Features

Frantic final day for 2001 legislative session

By Jennifer Kerr Associated Press Writer
Saturday September 15, 2001

SACRAMENTO – A $200 million program to help the state’s neediest schools won approval Friday as the California Legislature rushed to pass hundreds of bills. 

Lawmakers also gave driver’s licenses to immigrants seeking citizenship, state identification cards to medical-marijuana patients and rest breaks to shepherds. Also awaiting votes before adjournment, likely to be in the middle of the night, was a rescue plan for Southern California Edison. 

However, a proposed $12 billion school and college construction bond, which lawmakers had resurrected the night before, was apparently being shelved until lawmakers return in January. That means it cannot make the March ballot, but could be put on the November 2002 ballot. 

While legislators toiled, Tuesday’s terrorist attacks were never far from their minds. 
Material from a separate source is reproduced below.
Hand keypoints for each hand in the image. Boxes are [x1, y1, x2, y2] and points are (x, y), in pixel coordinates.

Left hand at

Gov. Gray Davis joined the Assembly for a brief memorial service that included a procession of lawmakers handing in letters they had written expressing their feeling about the attacks. The letters will be printed in a special Assembly Journal. 

“Here in California, our job is to keep the peace and preach tolerance,” said Davis, adding everyone should “stand behind the president” as he weighs future actions. 
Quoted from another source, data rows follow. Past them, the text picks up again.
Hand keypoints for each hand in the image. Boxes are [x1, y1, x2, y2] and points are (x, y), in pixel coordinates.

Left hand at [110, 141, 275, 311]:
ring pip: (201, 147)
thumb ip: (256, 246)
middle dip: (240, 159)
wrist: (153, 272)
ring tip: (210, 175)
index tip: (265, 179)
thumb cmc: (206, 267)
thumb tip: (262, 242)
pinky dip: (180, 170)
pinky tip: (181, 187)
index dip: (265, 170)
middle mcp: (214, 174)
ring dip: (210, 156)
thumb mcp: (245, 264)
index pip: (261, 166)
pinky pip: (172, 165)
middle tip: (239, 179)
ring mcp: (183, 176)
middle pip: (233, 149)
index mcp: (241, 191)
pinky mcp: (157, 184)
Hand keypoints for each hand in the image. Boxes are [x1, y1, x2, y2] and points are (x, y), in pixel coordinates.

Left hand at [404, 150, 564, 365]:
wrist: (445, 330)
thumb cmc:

The Senate, decked with 40 large flags at each senator’s desk, observed a minute of silence and sang “God Bless America.” 

Lawmakers approved a bill to send $1 million from the California Victim Compensation fund to a similar program in New York to help victims of terrorist attacks at the World Trade Center. 

The new school-improvement program, supported by Davis, would provide grants of $400 per student to schools with the state’s lowest test scores. They will have nearly four years to improve scores or face sanctions as severe as closing the school. 

It also expands the state’s current improvement program for schools with scores in the bottom half of the state, doubling funding for those at the very bottom. 

The author, Assemblyman Darrell Steinberg, D-Sacramento, said the schools would focus on proven strategies: reading, parent involvement and hiring and keeping of qualified teachers and principals. 

“We have an unprecedented opportunity here to invest $200 million in helping our neediest children,” he said. 

The Senate approved the program 27-8 and the Assembly 76-0. 

The Legislature approved a bill that would let an estimated 1.5 million immigrants apply for California driver’s licenses. The bill partly reverses a 1993 bill that blocks non-citizens from getting licenses. 

Immigrants would be allowed to submit their application for citizenship as proof of residence in the country and substitute a taxpayer identification number for the required Social Security number. Sen. Martha Escutia, D-Commerce, said licensed drivers are more likely to be insured drivers. “It’s an issue of safety, and at the same time, it’s the right thing to do.” 

However, Assemblyman Bill Campbell, R-Villa Park, said Tuesday’s events show it should be more difficult to get a license now because “I do believe we are at war; we should not be facilitating anybody to be coming at us from any direction.” 

The bill passed the Senate 22-7 and the Assembly 51-19. 

People certified by their doctors as needing marijuana for medical reasons could get a new state identification card under a bill approved by a 41-28 vote of the Assembly. It was returned to the Senate. 

The purpose, explained Assemblywoman Jackie Goldberg, D-Los Angeles, is so police will know the person qualifies under Proposition 215, the initiative approved by voters, to use medical marijuana. 

The cards would be voluntary. Any unauthorized person using such a card to get pot could face a fine of up to $1,000 and up to one year in jail. 

Passed by a 41-28 Assembly vote, the shepherd bill would give people who watch sheep some of the basic working conditions that other workers have in state law.